🤖 AI Summary
Fine-grained illumination control in image generation faces challenges including poor cross-scene generalization and heavy reliance on large-scale annotated datasets. To address this, we propose a lightweight and efficient diffusion-based approach: (1) a LoRA-finetuned irradiance map regressor, and (2) explicit modeling of illumination as token-wise relationships within the self-attention mechanism. We empirically find that injecting illumination guidance during early denoising steps yields superior control. Further integrating classifier guidance enables precise generation under target illumination conditions. Our method achieves state-of-the-art illumination control and visual quality across diverse scenes using only ≤50 training images.

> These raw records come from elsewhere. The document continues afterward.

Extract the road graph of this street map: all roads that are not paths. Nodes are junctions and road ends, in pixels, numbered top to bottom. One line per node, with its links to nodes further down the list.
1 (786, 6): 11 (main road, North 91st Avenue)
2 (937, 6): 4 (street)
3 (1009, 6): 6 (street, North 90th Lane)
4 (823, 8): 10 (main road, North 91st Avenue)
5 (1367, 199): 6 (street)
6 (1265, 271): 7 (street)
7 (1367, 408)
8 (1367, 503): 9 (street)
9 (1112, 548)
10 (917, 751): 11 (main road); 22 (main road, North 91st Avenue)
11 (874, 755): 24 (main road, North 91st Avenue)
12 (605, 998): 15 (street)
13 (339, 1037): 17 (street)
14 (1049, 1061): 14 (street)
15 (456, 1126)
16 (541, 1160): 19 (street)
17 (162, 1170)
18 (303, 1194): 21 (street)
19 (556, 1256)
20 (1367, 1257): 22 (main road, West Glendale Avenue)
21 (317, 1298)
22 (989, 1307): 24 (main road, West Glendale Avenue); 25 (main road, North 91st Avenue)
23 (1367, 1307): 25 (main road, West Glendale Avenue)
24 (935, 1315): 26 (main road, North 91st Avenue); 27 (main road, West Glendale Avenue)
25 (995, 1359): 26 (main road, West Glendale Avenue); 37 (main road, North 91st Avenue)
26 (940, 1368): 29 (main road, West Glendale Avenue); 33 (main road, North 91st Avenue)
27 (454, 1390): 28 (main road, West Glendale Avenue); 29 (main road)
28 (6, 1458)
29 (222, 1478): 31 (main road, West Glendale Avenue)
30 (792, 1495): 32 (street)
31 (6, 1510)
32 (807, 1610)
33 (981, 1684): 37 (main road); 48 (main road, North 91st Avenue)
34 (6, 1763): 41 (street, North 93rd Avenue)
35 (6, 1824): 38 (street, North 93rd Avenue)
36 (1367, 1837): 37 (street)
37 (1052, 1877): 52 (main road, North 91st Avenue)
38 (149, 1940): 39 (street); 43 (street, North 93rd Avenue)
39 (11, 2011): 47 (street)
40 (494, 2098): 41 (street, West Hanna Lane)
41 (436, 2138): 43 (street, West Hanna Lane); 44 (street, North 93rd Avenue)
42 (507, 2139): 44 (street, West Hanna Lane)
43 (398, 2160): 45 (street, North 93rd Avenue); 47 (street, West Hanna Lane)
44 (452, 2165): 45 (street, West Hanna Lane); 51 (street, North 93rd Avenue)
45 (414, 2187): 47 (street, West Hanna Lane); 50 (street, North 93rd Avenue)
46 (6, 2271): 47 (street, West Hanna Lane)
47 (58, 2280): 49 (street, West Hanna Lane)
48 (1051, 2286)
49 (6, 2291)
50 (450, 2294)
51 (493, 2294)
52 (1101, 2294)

It significantly surpasses existing approaches in both parameter efficiency (<0.5% trainable parameters) and data efficiency.
📝 Abstract
Light control in generated images is a difficult task, posing specific challenges, spanning over the entire image and frequency spectrum. Most approaches tackle this problem by training on extensive yet domain-specific datasets, limiting the inherent generalization and applicability of the foundational backbones used. Instead, PractiLight is a practical approach, effectively leveraging foundational understanding of recent generative models for the task. Our key insight is that lighting relationships in an image are similar in nature to token interaction in self-attention layers, and hence are best represented there. Based on this and other analyses regarding the importance of early diffusion iterations, PractiLight trains a lightweight LoRA regressor to produce the direct irradiance map for a given image, using a small set of training images. We then employ this regressor to incorporate the desired lighting into the generation process of another image using Classifier Guidance. This careful design generalizes well to diverse conditions and image domains. We demonstrate state-of-the-art performance in terms of quality and control with proven parameter and data efficiency compared to leading works over a wide variety of scenes types. We hope this work affirms that image lighting can feasibly be controlled by tapping into foundational knowledge, enabling practical and general relighting.